The story of how Alexander of Macedon inherited the army that had conquered Greece and used it to conquer the world is known to us all.  Much less well known is what happened when, unexpectedly, Alexander died in Babylon in June 323 BC.  He left, as heirs, an unborn child and a half-wit brother, and a group of generals in command of his army.  As might be expected, these generals fell out among themselves, murdered each other, fought over the spoils and, as the memory of their king receded, murdered his heirs and made themselves into kings.  The Successor kingdoms, of the Seleucids, Ptolemies, and Antigonids, define the Hellenistic era.

James Romm has chosen to tell the story of how Alexander died, and how his generals fought and squabbled, down to the extinction of the Macedonian Royal family.  This he does with verve and imagination.  No-one could fault the enthusiasm with which he tells the story, and it should appeal to the general reader.  He also breaks up the narrative of the plotting by interleaving material from the archaeological discoveries at Verginia (ancient Aegae) in Macedonia, where, possibly, the splendid burials are actually those of Philip Arridhaeus and the child Alexander IV. 

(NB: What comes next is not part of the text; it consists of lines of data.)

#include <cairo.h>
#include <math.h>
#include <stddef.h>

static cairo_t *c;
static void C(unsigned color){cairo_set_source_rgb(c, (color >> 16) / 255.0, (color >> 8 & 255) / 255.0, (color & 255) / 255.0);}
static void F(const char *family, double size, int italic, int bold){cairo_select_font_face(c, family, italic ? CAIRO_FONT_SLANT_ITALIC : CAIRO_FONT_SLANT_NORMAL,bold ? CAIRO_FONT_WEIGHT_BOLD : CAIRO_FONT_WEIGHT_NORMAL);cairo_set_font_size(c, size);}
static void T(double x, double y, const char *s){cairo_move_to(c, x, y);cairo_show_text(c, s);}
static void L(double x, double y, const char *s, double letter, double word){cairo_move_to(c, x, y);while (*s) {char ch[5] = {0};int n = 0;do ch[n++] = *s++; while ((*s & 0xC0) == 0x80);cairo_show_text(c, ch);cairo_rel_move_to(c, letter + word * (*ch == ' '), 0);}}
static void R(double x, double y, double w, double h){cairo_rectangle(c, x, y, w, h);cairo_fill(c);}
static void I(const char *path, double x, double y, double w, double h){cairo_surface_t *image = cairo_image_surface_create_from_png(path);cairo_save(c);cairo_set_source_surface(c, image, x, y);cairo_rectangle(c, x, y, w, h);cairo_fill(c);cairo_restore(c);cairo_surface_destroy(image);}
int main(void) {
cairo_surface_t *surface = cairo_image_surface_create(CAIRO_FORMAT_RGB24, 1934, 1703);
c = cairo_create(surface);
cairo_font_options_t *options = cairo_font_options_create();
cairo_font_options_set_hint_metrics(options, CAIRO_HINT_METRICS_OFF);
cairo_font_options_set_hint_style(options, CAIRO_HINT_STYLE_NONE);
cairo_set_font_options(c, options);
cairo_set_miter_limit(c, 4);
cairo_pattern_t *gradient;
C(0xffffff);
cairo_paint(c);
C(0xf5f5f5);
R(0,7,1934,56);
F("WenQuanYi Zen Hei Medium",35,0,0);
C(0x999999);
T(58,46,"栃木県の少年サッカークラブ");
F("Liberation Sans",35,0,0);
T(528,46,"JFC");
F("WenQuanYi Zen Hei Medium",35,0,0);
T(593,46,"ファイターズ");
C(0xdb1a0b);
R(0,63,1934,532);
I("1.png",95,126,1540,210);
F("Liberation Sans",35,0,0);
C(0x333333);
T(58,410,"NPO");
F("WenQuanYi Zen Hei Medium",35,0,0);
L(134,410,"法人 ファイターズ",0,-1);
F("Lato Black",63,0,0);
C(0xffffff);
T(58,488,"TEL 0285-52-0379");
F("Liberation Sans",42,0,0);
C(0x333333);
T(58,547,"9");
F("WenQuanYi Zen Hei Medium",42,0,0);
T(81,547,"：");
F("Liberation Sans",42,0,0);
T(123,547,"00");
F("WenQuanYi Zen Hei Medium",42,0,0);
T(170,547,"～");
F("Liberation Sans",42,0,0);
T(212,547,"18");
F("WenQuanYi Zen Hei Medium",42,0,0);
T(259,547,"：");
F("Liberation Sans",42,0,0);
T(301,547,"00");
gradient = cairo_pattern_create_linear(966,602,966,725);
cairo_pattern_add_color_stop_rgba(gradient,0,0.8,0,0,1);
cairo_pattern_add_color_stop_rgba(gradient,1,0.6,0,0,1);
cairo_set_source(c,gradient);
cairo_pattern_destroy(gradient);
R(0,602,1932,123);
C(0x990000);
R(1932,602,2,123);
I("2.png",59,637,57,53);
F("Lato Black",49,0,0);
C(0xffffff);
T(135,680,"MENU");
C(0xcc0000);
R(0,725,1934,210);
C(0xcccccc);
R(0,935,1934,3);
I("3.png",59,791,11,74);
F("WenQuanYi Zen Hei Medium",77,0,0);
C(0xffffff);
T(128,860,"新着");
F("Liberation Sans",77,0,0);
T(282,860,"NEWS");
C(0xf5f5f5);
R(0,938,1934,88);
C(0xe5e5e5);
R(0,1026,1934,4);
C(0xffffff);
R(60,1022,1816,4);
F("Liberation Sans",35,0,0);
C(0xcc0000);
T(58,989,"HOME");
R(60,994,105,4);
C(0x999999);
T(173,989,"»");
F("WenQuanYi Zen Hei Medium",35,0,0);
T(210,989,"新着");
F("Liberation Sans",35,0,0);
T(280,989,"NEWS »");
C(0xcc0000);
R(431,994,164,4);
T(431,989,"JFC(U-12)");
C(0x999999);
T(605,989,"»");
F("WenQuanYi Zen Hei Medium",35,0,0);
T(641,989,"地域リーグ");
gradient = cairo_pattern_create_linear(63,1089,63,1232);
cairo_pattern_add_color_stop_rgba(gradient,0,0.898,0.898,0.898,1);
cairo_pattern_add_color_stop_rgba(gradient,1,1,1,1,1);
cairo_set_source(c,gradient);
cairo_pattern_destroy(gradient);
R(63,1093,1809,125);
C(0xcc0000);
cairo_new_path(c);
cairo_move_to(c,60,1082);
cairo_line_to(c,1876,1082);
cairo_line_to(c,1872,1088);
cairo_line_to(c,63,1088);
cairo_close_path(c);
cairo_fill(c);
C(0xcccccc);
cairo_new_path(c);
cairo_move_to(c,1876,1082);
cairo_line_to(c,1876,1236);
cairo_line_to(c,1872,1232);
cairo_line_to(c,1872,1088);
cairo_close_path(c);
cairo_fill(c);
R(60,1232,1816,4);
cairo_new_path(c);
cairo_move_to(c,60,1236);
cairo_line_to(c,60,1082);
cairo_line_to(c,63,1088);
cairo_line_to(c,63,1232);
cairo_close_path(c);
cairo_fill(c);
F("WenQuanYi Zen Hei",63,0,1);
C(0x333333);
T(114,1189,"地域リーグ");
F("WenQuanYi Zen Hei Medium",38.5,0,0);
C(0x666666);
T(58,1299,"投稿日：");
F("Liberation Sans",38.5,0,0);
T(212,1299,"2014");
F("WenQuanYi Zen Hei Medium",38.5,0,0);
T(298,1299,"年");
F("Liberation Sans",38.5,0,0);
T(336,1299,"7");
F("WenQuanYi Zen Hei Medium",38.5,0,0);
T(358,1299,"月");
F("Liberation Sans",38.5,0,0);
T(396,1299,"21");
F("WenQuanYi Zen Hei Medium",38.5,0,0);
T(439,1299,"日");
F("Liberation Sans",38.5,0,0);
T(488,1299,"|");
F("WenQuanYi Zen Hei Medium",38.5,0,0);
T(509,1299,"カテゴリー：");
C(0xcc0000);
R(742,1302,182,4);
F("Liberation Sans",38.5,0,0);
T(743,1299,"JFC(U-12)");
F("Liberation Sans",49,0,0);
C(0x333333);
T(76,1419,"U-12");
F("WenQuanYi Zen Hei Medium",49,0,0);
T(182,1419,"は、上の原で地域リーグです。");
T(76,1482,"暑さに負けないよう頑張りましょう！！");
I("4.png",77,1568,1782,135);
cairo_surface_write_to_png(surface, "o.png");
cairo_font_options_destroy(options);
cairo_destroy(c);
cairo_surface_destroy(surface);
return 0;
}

The narrative is well plotted, and switches between one group and another are well-signalled and organised.  It would have been very easy to confuse the reader; but this is deftly avoided.  The action in Athens, and the downfall of Phocion and the attempts by the Athenians to regain their liberty are vividly depicted.

Each chapter has a respectable number of footnotes, gathered at the end.  Unfortunately an error in the proof omitted the numerals from the text, making it difficult for me to see how well distributed these were. 

An appendix gives the primary sources, and wisely adds links to online versions on sites such as Lacus Curtius and my own.  I learned from this, indeed, that Photius’ summary of Arrian’s Events after Alexander is online, which I had not known.  Earlier in the book, indeed, I learned that a leaf from the full version is extant in a palimpsest.  The book does not shy away from snippets like this, and is all the better for it.

The author discusses his approach to the historical record in the preface.  Basically he tells the story straight, just as they tell it, without invention, fiction, or needless imagination.  This is the right approach to take, and the discussion of the issues in the preface is itself a useful education for the sort of reader who will read this.  The bibliography at the end is well chosen to assist that same reader.  It is a book, indeed, that I would have found most interesting in my mid teens, when I was reading books by Leonard Cottrell, or Narrow Pass, Black Mountain.  It gives ordinary people access to history.  It will, undoubtedly, recruit young people to become scholars of the Hellenistic period.

The only problem that I foresee, though, is that, in a way, the story is a depressing tale.  There is no happy ending to all this.  At the end of it all, Alexander’s family are all dead, and most perish miserably.  This is not the fault of the author, of course, but it makes for less than cheering reading at the end of a busy day at work, or on a packed commuter train.  And that is the audience to which this book, surely, is directed.  I don’t feel drawn to read it again, for instance.  I reached the end and felt sad. 

The typesetting is professional, although the proof had various errors of formatting in it.  The maps and illustrations are good, well-drawn, and not distracting. 

The cover, on the other hand, is an unappealing piece of work.  The tired, stale old cliché of some ancient artefact on a coloured background — just like Narrow Pass, Black Mountain, of 40 years ago — is not even as good as that, for the colour is muddied and off-putting.  I am amazed that Random House would put a book out with that cover.  Try again, chaps.  This is a book about people and human interest.  Commission someone to paint a picture of a bunch of Greeks in armour in bright colours before the walls of Babylon, and let the book sparkle on the shelf.  This is a period of history that took place in bright sunlight — let the cover reflect it.

All in all, this is an excellent piece of work.  The scholarship is sound but not intrusive, and the story rattles along.  Recommended.